[Task item]
Whenever the string "West" turns up in a line below, that line should be copied.

[Provided records]

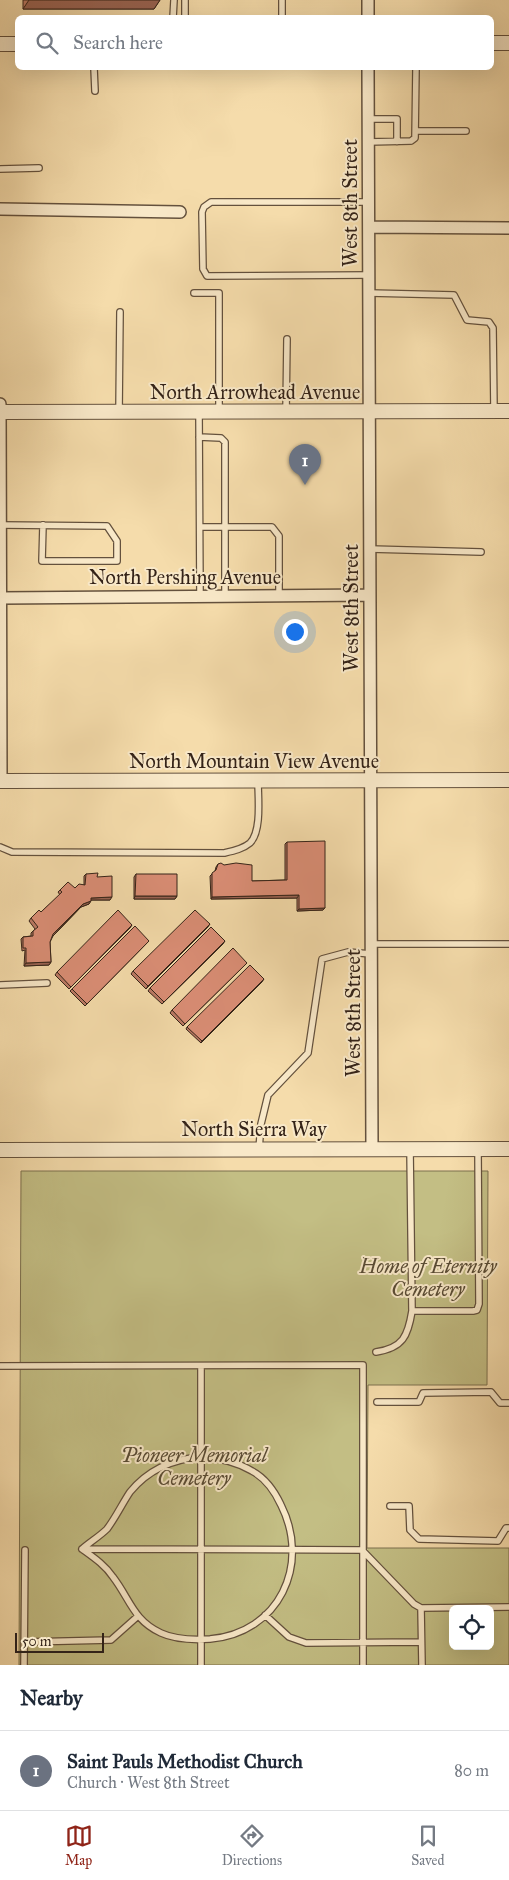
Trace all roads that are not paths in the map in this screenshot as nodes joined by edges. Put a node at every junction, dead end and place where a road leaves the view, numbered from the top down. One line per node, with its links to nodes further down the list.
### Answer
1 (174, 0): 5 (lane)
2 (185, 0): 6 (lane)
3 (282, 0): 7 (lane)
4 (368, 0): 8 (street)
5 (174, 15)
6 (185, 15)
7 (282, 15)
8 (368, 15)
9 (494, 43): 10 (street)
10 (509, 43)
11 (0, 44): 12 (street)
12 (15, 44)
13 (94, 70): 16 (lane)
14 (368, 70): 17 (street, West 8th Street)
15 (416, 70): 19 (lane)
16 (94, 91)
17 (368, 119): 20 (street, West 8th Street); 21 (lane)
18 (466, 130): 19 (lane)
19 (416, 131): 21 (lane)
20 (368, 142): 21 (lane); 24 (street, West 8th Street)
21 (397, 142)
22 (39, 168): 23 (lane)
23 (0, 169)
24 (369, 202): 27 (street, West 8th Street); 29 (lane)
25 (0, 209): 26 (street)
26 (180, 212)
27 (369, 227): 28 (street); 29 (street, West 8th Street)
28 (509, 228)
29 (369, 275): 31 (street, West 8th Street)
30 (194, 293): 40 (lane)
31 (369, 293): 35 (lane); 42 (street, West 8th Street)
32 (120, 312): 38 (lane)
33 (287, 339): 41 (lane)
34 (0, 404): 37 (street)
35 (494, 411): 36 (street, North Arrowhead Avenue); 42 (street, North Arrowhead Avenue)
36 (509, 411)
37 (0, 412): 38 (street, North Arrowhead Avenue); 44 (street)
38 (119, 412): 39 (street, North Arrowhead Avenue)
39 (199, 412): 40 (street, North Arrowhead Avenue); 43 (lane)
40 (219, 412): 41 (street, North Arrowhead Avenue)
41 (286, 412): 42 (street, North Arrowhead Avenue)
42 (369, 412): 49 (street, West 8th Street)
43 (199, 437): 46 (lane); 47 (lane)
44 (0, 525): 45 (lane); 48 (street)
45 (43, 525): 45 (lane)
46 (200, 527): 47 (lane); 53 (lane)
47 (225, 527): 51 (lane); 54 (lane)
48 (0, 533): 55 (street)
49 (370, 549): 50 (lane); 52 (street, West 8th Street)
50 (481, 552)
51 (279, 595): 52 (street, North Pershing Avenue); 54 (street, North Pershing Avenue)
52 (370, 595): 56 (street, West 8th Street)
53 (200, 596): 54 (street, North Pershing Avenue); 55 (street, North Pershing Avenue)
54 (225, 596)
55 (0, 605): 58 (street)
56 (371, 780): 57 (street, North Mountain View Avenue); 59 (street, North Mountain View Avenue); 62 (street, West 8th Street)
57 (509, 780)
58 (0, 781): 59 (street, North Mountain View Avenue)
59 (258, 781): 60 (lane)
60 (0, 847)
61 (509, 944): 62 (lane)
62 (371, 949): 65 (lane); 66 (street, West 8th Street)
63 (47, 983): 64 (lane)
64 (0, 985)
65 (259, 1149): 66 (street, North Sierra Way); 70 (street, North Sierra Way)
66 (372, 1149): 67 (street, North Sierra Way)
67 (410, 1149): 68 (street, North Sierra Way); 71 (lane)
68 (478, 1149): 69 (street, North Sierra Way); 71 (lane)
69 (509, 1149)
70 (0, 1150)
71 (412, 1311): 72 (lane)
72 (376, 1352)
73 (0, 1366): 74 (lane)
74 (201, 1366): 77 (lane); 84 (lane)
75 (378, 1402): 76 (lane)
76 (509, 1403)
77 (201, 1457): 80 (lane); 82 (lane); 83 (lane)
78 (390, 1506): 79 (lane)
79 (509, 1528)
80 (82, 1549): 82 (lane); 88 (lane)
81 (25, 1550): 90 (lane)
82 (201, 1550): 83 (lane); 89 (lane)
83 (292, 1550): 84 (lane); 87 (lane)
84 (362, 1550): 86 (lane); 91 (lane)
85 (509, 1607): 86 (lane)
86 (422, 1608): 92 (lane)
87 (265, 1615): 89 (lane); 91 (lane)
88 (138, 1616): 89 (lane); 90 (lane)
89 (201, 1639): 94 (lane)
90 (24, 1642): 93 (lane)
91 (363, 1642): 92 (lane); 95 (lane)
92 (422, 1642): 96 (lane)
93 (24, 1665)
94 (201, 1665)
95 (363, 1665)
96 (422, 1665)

[Answer box]
14 (368, 70): 17 (street, West 8th Street)
17 (368, 119): 20 (street, West 8th Street); 21 (lane)
20 (368, 142): 21 (lane); 24 (street, West 8th Street)
24 (369, 202): 27 (street, West 8th Street); 29 (lane)
27 (369, 227): 28 (street); 29 (street, West 8th Street)
29 (369, 275): 31 (street, West 8th Street)
31 (369, 293): 35 (lane); 42 (street, West 8th Street)
42 (369, 412): 49 (street, West 8th Street)
49 (370, 549): 50 (lane); 52 (street, West 8th Street)
52 (370, 595): 56 (street, West 8th Street)
56 (371, 780): 57 (street, North Mountain View Avenue); 59 (street, North Mountain View Avenue); 62 (street, West 8th Street)
62 (371, 949): 65 (lane); 66 (street, West 8th Street)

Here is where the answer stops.